▶ **Task statement**: Wherever a line of the records contains "image", copy that line.

▶ **Collected data entries**:
·····

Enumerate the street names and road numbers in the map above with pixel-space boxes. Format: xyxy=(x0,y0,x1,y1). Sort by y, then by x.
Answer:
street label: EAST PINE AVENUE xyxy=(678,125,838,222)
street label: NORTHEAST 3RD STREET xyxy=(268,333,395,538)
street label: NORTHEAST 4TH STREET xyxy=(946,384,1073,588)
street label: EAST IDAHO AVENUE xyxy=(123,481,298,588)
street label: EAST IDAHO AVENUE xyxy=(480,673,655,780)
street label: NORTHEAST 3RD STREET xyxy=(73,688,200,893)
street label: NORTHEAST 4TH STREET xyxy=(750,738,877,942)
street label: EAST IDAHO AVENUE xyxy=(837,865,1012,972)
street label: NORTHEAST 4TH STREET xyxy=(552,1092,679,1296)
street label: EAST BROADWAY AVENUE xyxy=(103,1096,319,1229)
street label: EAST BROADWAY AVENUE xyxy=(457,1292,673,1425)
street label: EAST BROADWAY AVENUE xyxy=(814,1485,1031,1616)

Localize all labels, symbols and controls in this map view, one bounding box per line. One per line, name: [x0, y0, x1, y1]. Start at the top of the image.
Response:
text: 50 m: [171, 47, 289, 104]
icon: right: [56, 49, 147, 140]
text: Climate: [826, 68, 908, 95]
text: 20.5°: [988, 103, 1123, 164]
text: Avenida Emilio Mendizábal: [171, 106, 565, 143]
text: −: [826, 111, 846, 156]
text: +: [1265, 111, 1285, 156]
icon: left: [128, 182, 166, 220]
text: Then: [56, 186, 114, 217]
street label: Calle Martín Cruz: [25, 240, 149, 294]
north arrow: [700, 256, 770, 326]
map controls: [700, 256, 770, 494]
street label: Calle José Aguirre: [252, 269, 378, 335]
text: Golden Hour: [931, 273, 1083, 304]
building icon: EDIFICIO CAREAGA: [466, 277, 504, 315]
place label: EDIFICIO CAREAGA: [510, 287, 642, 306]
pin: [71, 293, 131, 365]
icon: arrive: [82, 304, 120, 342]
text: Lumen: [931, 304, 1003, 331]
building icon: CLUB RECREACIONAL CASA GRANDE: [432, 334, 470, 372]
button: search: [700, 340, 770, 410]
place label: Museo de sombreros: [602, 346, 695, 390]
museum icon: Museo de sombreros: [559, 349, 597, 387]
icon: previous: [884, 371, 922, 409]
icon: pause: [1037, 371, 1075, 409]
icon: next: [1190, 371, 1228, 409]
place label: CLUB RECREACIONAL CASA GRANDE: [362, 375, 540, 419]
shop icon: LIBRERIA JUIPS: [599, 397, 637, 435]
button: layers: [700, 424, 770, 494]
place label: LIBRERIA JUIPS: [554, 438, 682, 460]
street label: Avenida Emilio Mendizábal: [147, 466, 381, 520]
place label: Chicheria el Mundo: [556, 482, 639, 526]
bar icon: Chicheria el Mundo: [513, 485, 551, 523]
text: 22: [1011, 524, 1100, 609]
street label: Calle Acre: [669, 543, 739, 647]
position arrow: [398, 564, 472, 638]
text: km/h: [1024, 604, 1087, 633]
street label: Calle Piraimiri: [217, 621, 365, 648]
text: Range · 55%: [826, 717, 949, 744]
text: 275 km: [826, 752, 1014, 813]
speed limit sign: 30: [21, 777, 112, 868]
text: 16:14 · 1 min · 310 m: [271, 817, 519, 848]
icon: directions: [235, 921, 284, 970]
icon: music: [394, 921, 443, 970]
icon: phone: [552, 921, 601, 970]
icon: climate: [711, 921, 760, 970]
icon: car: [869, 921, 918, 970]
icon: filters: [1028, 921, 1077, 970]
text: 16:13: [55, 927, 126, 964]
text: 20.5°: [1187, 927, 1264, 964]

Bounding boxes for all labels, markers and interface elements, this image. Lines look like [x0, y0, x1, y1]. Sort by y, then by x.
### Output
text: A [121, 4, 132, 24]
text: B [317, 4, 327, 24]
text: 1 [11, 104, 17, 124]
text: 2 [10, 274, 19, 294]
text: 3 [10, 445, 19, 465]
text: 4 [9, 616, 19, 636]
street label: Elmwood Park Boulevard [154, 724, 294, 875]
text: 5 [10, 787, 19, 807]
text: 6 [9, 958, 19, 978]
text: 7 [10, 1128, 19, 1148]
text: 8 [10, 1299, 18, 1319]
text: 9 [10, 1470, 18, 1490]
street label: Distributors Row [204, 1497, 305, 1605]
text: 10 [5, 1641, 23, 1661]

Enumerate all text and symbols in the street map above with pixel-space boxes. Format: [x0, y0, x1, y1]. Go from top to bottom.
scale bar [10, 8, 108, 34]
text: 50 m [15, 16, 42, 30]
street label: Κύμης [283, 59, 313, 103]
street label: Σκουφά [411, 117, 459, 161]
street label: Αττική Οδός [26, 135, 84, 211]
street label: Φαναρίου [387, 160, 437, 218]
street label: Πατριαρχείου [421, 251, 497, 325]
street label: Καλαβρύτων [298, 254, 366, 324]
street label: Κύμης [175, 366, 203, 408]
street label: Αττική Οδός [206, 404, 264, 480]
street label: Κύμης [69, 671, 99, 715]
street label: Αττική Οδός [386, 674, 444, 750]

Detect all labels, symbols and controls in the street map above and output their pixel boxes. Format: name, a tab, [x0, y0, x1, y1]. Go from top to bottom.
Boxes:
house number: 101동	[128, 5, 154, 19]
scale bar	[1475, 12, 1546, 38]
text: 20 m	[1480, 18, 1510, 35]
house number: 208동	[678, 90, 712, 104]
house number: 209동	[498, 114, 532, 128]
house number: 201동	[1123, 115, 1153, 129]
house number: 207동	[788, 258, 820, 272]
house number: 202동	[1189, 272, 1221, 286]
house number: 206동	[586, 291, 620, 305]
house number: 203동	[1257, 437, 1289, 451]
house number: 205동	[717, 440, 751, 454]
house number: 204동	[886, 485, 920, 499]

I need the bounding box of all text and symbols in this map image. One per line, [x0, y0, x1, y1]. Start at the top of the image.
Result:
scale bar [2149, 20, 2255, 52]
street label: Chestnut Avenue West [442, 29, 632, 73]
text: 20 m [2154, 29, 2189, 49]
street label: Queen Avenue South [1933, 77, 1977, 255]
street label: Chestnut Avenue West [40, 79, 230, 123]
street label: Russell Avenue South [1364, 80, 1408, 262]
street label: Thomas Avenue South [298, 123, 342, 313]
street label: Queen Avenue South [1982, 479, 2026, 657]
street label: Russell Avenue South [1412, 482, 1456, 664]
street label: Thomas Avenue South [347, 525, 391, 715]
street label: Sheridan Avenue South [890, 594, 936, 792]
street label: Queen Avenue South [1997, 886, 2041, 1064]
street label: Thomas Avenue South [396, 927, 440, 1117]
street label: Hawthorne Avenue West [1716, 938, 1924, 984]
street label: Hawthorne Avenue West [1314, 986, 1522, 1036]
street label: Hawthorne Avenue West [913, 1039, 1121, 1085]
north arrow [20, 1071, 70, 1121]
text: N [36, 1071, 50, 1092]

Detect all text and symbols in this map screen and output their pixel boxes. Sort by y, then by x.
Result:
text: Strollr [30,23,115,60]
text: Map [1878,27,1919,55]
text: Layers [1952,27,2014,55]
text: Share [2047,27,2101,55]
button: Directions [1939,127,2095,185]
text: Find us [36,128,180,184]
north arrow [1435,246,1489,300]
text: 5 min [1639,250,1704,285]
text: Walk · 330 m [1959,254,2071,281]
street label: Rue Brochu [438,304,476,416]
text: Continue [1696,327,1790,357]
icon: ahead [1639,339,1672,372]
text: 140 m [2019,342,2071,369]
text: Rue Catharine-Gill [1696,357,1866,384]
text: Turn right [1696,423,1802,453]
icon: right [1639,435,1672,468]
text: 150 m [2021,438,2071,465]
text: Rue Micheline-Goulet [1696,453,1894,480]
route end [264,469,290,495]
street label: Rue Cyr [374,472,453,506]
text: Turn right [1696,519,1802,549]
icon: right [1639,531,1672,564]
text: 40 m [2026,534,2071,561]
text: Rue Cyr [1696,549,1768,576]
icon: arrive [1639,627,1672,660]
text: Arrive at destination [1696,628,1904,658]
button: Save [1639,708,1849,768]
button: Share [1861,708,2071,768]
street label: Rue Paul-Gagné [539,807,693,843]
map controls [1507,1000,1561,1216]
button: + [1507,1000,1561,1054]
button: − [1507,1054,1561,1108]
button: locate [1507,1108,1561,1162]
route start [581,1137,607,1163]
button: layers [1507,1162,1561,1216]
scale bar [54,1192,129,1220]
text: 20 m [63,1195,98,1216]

·····

▶ **Output of the exercise**:
Localize all labels, symbols and controls in this map view, one bounding box per line. One per line, name: [x0, y0, x1, y1]. Start at the top of the image.
Bounding boxes for all labels, markers and interface elements, this image. Lines look like [x0, y0, x1, y1]. Sort by y, then by x.
I need the bounding box of all text and symbols in this map image. One per line, [x0, y0, x1, y1]. Start at the top of the image.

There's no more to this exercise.